# TASK INSTRUCTIONS
Could you give back every record below exactly, leaving out the pictures?

TASK INPUT section start

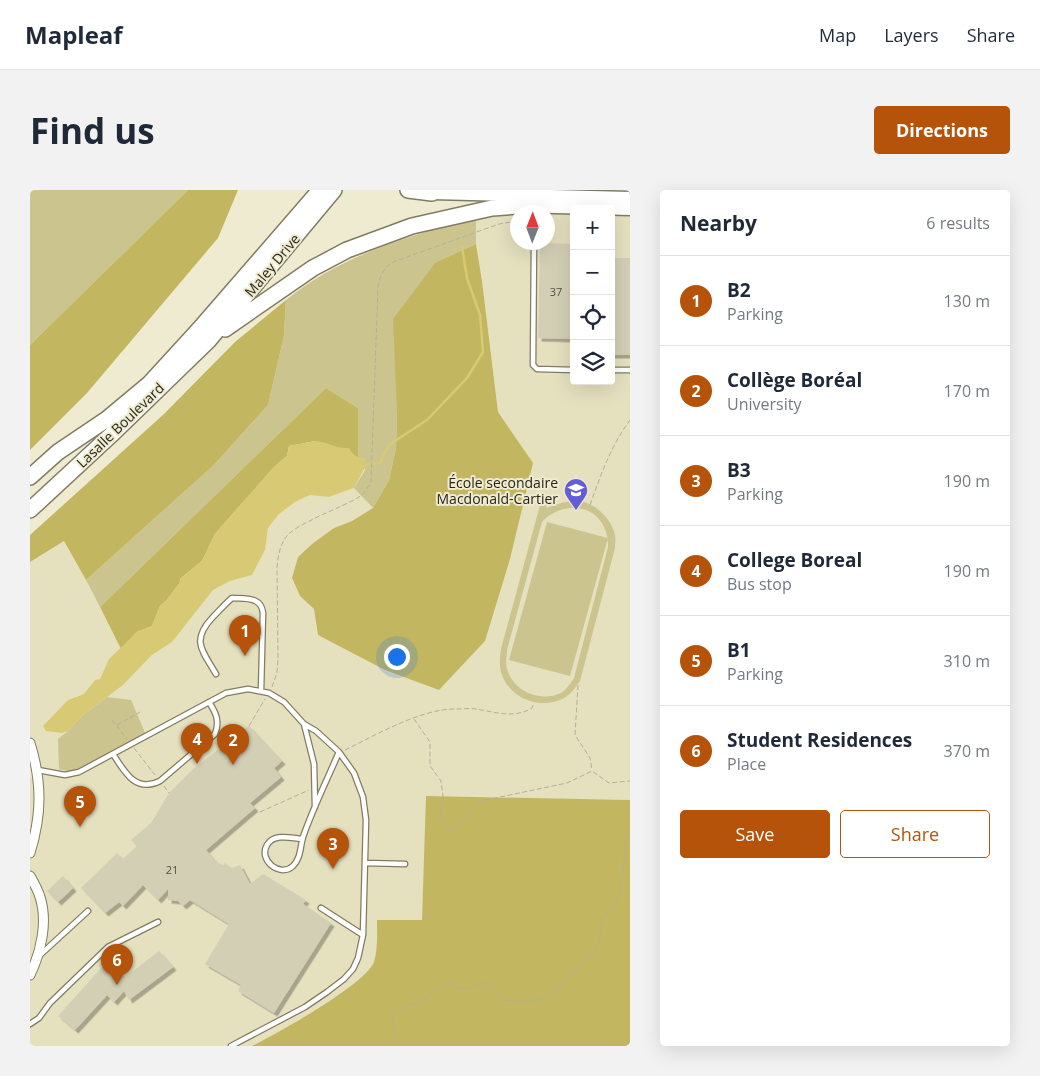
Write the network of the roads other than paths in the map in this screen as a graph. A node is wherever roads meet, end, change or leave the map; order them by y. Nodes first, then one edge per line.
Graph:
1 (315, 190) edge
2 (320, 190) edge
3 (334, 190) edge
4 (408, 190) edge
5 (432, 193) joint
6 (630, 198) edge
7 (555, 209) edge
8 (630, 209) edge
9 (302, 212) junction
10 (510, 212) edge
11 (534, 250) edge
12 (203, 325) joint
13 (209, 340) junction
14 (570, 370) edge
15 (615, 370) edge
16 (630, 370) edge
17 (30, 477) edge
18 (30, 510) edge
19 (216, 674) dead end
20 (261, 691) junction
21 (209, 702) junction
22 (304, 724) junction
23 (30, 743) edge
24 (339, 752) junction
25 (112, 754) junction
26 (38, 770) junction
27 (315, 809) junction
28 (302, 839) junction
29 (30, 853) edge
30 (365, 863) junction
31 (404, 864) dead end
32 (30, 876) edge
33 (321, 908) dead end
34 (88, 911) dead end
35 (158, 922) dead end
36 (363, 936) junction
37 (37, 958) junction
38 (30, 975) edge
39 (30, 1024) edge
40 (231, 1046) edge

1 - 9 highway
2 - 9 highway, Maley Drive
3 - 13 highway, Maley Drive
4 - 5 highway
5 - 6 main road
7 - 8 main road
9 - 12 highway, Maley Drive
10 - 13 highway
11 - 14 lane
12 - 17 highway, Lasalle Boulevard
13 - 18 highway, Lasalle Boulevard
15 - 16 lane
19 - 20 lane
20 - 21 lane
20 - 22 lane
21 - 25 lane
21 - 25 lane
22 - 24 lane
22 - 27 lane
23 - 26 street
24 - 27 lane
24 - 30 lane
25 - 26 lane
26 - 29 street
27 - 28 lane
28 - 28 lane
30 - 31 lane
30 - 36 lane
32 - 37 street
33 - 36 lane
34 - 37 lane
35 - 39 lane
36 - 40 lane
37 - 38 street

TASK INPUT section end

# THE ANSWER
Write the network of the roads other than paths in the map in this screen as a graph. A node is wherever roads meet, end, change or leave the map; order them by y. Nodes first, then one edge per line.
Graph:
1 (315, 190) edge
2 (320, 190) edge
3 (334, 190) edge
4 (408, 190) edge
5 (432, 193) joint
6 (630, 198) edge
7 (555, 209) edge
8 (630, 209) edge
9 (302, 212) junction
10 (510, 212) edge
11 (534, 250) edge
12 (203, 325) joint
13 (209, 340) junction
14 (570, 370) edge
15 (615, 370) edge
16 (630, 370) edge
17 (30, 477) edge
18 (30, 510) edge
19 (216, 674) dead end
20 (261, 691) junction
21 (209, 702) junction
22 (304, 724) junction
23 (30, 743) edge
24 (339, 752) junction
25 (112, 754) junction
26 (38, 770) junction
27 (315, 809) junction
28 (302, 839) junction
29 (30, 853) edge
30 (365, 863) junction
31 (404, 864) dead end
32 (30, 876) edge
33 (321, 908) dead end
34 (88, 911) dead end
35 (158, 922) dead end
36 (363, 936) junction
37 (37, 958) junction
38 (30, 975) edge
39 (30, 1024) edge
40 (231, 1046) edge

1 - 9 highway
2 - 9 highway, Maley Drive
3 - 13 highway, Maley Drive
4 - 5 highway
5 - 6 main road
7 - 8 main road
9 - 12 highway, Maley Drive
10 - 13 highway
11 - 14 lane
12 - 17 highway, Lasalle Boulevard
13 - 18 highway, Lasalle Boulevard
15 - 16 lane
19 - 20 lane
20 - 21 lane
20 - 22 lane
21 - 25 lane
21 - 25 lane
22 - 24 lane
22 - 27 lane
23 - 26 street
24 - 27 lane
24 - 30 lane
25 - 26 lane
26 - 29 street
27 - 28 lane
28 - 28 lane
30 - 31 lane
30 - 36 lane
32 - 37 street
33 - 36 lane
34 - 37 lane
35 - 39 lane
36 - 40 lane
37 - 38 street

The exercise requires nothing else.